Where a provider is adjudged bankrupt, continuation of the provider's enterprise by a trustee in bankruptcy pursuant to court order, held not in itself such a change in ownership as to require the execution of a new section 1866 agreement, since there is neither the purchase of an ownership interest by the trustee nor a correlative transfer of the intrusted property to a new non-obligated party."

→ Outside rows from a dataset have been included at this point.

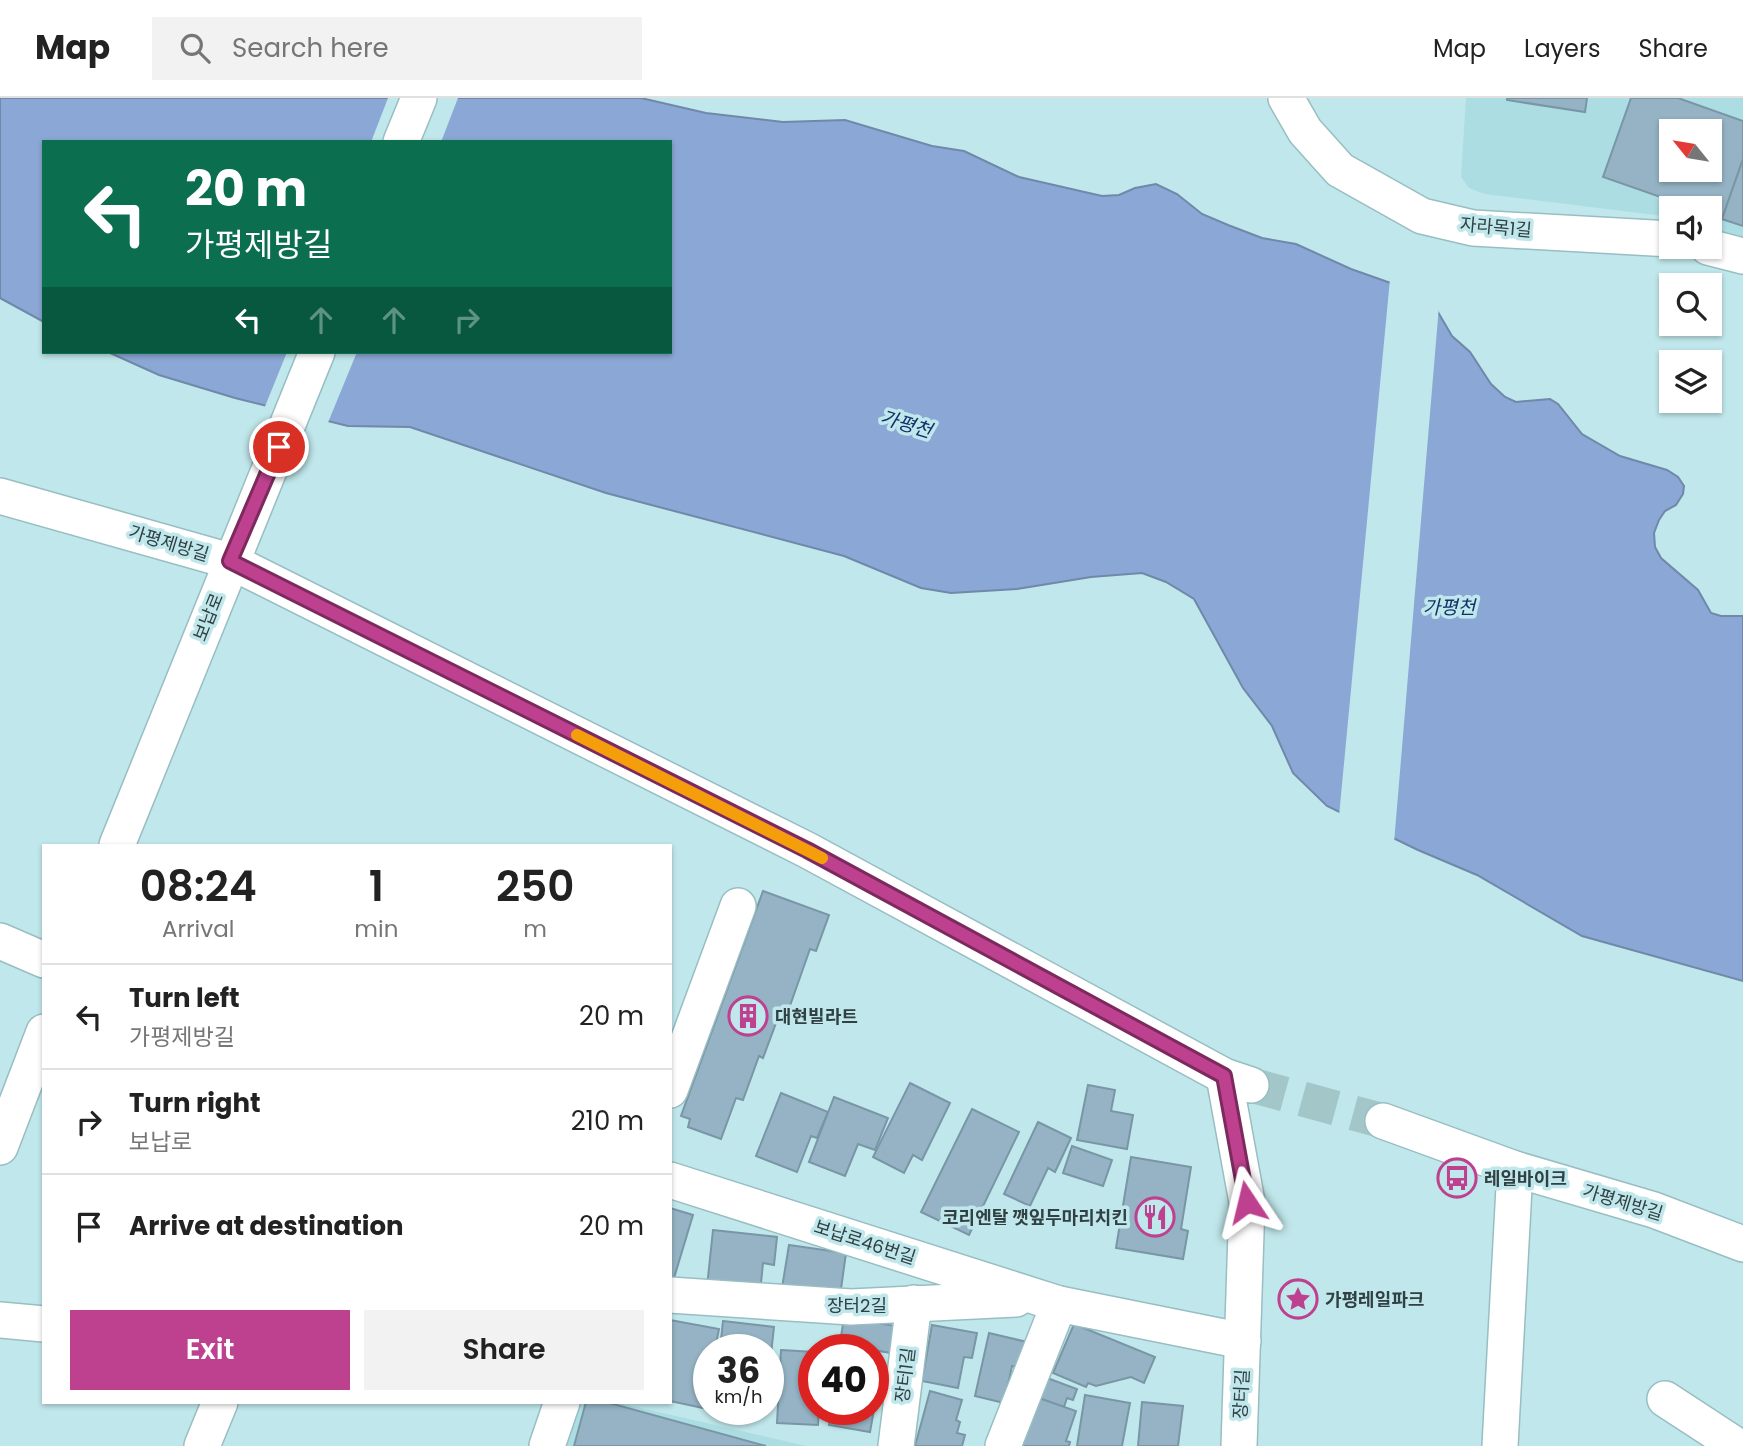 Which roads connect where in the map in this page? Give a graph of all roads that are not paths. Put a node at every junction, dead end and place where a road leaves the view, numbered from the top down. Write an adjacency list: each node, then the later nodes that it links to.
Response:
1 (419, 98): 3 (street)
2 (1286, 98): 4 (street, 자라목1길)
3 (402, 140)
4 (1659, 238)
5 (1722, 251): 6 (street)
6 (1743, 256)
7 (316, 354): 9 (street, 보납로)
8 (0, 496): 9 (street, 가평제방길)
9 (230, 561): 10 (street, 보납로); 26 (street, 가평제방길)
10 (117, 844)
11 (738, 906): 15 (street)
12 (0, 941): 13 (street)
13 (42, 959)
14 (42, 1036): 17 (street)
15 (672, 1085)
16 (1383, 1121): 18 (street, 가평제방길)
17 (0, 1147)
18 (1515, 1169): 20 (street, 가평제방길); 35 (street)
19 (672, 1181): 22 (street, 보납로46번길)
20 (1743, 1244)
21 (672, 1295): 23 (street, 장터2길)
22 (1052, 1301): 23 (street, 장터2길); 26 (street, 보납로46번길); 33 (street)
23 (914, 1303): 32 (street, 장터1길)
24 (0, 1320): 25 (street)
25 (42, 1324)
26 (1243, 1342): 34 (street, 장터길)
27 (1665, 1399): 36 (street)
28 (219, 1404): 30 (street)
29 (561, 1404): 31 (street)
30 (202, 1446)
31 (547, 1446)
32 (896, 1446)
33 (1003, 1446)
34 (1239, 1446)
35 (1500, 1446)
36 (1737, 1446) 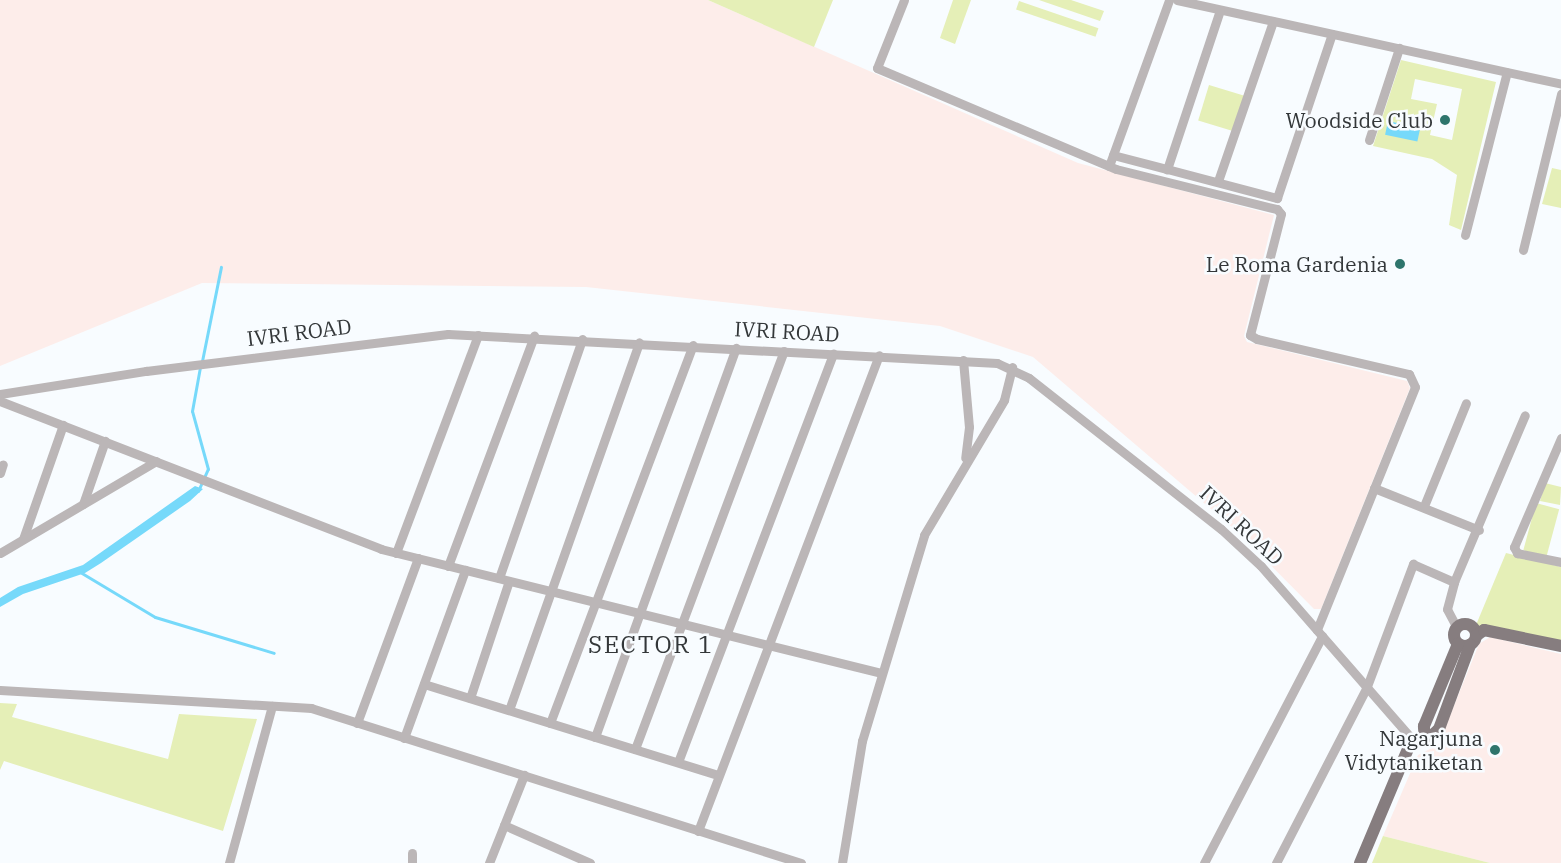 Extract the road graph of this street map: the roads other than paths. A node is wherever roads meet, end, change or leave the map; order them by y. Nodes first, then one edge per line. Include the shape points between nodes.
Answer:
1 (904, 0) edge
2 (1169, 0) edge
3 (1176, 0) edge
4 (1220, 10) junction
5 (1273, 21) junction
6 (1332, 33) junction
7 (1399, 48) junction
8 (1507, 72) junction
9 (1561, 84) edge
10 (1561, 94) edge
11 (1369, 140) dead end
12 (1113, 155) junction
13 (1109, 166) junction
14 (1167, 169) junction
15 (1218, 181) junction
16 (1465, 235) dead end
17 (1523, 250) dead end
18 (478, 335) junction
19 (534, 336) junction
20 (582, 339) junction
21 (639, 342) junction
22 (693, 345) junction
23 (735, 348) junction
24 (784, 351) junction
25 (833, 353) junction
26 (879, 355) junction
27 (963, 360) junction
28 (1012, 367) junction
29 (0, 394) edge
30 (0, 400) edge
31 (1466, 403) dead end
32 (1525, 416) dead end
33 (63, 425) junction
34 (969, 425) junction
35 (986, 428) junction
36 (1561, 438) edge
37 (105, 441) junction
38 (156, 460) junction
39 (964, 463) junction
40 (1374, 488) junction
41 (83, 504) junction
42 (1424, 506) junction
43 (1479, 530) junction
44 (23, 539) junction
45 (0, 553) edge
46 (396, 553) junction
47 (418, 558) junction
48 (1561, 562) edge
49 (448, 566) junction
50 (465, 570) junction
51 (504, 580) junction
52 (1454, 582) junction
53 (551, 591) junction
54 (596, 602) junction
55 (638, 613) junction
56 (682, 624) junction
57 (1457, 628) junction
58 (1319, 633) junction
59 (723, 634) junction
60 (1468, 642) junction
61 (767, 645) junction
62 (1561, 646) edge
63 (881, 674) junction
64 (424, 684) junction
65 (1366, 689) junction
66 (0, 690) edge
67 (470, 698) junction
68 (272, 706) junction
69 (509, 710) junction
70 (357, 723) junction
71 (550, 723) junction
72 (595, 737) junction
73 (404, 738) junction
74 (1412, 739) junction
75 (635, 749) junction
76 (678, 762) junction
77 (524, 775) junction
78 (718, 775) junction
79 (504, 825) junction
80 (698, 831) junction
81 (412, 852) dead end
82 (229, 863) edge
83 (412, 863) edge
84 (489, 863) edge
85 (590, 863) edge
86 (801, 863) edge
87 (842, 863) edge
88 (1204, 863) edge
89 (1276, 863) edge
90 (1360, 863) edge

1 - 13 street via 877,68
2 - 12 street
3 - 4 street
4 - 5 street
4 - 14 street
5 - 6 street
5 - 15 street
6 - 7 street
6 - 15 street via 1277,198
7 - 8 street
7 - 11 street
8 - 9 street
8 - 16 street
10 - 17 street
12 - 13 street
12 - 14 street
13 - 40 street via 1277,208 1281,214 1250,334 1257,339 1409,374 1415,387
14 - 15 street
18 - 19 street, IVRI ROAD
18 - 29 street, IVRI ROAD via 392,339
18 - 46 street
19 - 20 street, IVRI ROAD
19 - 49 street
20 - 21 street, IVRI ROAD
20 - 51 street
21 - 22 street, IVRI ROAD
21 - 53 street
22 - 23 street, IVRI ROAD
22 - 54 street
23 - 24 street, IVRI ROAD
23 - 55 street
24 - 25 street, IVRI ROAD
24 - 56 street
25 - 26 street, IVRI ROAD
25 - 59 street
26 - 27 street, IVRI ROAD
26 - 61 street
27 - 28 street, IVRI ROAD
27 - 34 street
28 - 35 street via 1004,400
28 - 58 street, IVRI ROAD via 1221,529 1261,566
30 - 33 street
31 - 42 street
32 - 43 street
33 - 37 street
33 - 44 street
34 - 35 street
34 - 39 street
35 - 39 street
36 - 48 street via 1514,547 1518,553
37 - 38 street
37 - 41 street
38 - 41 street
38 - 46 street
39 - 63 street via 924,536
40 - 42 street
40 - 58 street
41 - 44 street
42 - 43 street
43 - 52 street
44 - 45 street
46 - 47 street
47 - 49 street
47 - 70 street
49 - 50 street
50 - 51 street
50 - 64 street
51 - 53 street
51 - 67 street
52 - 57 street via 1448,609
52 - 65 street via 1413,564
53 - 54 street
53 - 69 street
54 - 55 street
54 - 71 street
55 - 56 street
55 - 72 street
56 - 59 street
56 - 75 street
57 - 60 main road via 1454,635
57 - 60 main road via 1471,626
58 - 65 street, IVRI ROAD
58 - 88 street
59 - 61 street
59 - 76 street
60 - 62 main road via 1484,630
60 - 74 main road via 1439,729 1425,742
61 - 63 street
61 - 78 street
63 - 87 street via 862,741
64 - 67 street
64 - 73 street
65 - 74 street, IVRI ROAD
65 - 89 street
66 - 68 street
67 - 69 street
68 - 70 street via 311,708
68 - 82 street
69 - 71 street
70 - 73 street
71 - 72 street
72 - 75 street
73 - 77 street
74 - 90 main road
75 - 76 street
76 - 78 street
77 - 79 street
77 - 80 street
78 - 80 street
79 - 84 street
79 - 85 street
80 - 86 street
81 - 83 street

After approval as an "extended care facility" within the meaning of section 1861(j) of the Social Security Act, and entering into a Provider Agreement for participation in the Medicare program, a nursing home has been adjudged bankrupt and is being operated by a trustee in bankruptcy acting for the creditors under Chapter 10 of the Bankruptcy Act (Title 11 U.S.C. 501 et seq.). The facility continues to admit Medicare patients on the assumption that it will be paid under the provisions of title XVIII of the Social Security Act governing agreements with providers of services. The trustee's administration is authorized by an "Order Approving Petition and Appointing Trustee," issued by the bankruptcy court. This order explicitly provides that the bankrupt provider be operated without interruption and on a continuing basis. In pertinent part it provides as follows:
9. That said Trustee is hereby vested with power to administer the said property * * *; to continue to operate, manage and control the business of the debtor as heretofore conducted by the debtor for an indefinite period * * *; to perform existing contracts of the debtor and to enter into and perform other contracts in the regular course of the conduct of the business * * *.
An institution or organization which qualifies as a provider of services under section 1861 of the Act may participate and become eligible for payments under the title XVIII health insurance program if it files an agreement with the Secretary pursuant to section 1866 of the Act. Such agreement, which may be terminated by either party as provided under section 1866(b), also ceases to be effective when the contracting party can no longer be required to abide by its terms (e.g., because of a change in ownership). In view of the trustee's assumption of title to the bankrupt nursing home in the instant case, a question is raised as to whether this terminates the 1866 agreement entered into with the provided, so as to require a new survey and certification, title VI clearance, and the conclusion of a new provider agreement.
Where the original contracting provider ceases to exist as a legal entity or as the operating provider, neither the statute nor the section 1866 agreement provides for continuing coverage for Medicare beneficiaries. The reason for this gap in coverage is that the section 1866 Provider Agreement is with a "person" in the legal sense (that is, an individual, a partnership, a corporation or other recognizable entity) and that being personal to the contracting party, it cannot be enforced against another party. The effect of a transfer of ownership of a provider facility is that patients of the facility are not covered under title XVIII unless the facility reapplies, meets the applicable conditions for participation, and concludes a Provider Agreement is accordance with section 1866 of the Act.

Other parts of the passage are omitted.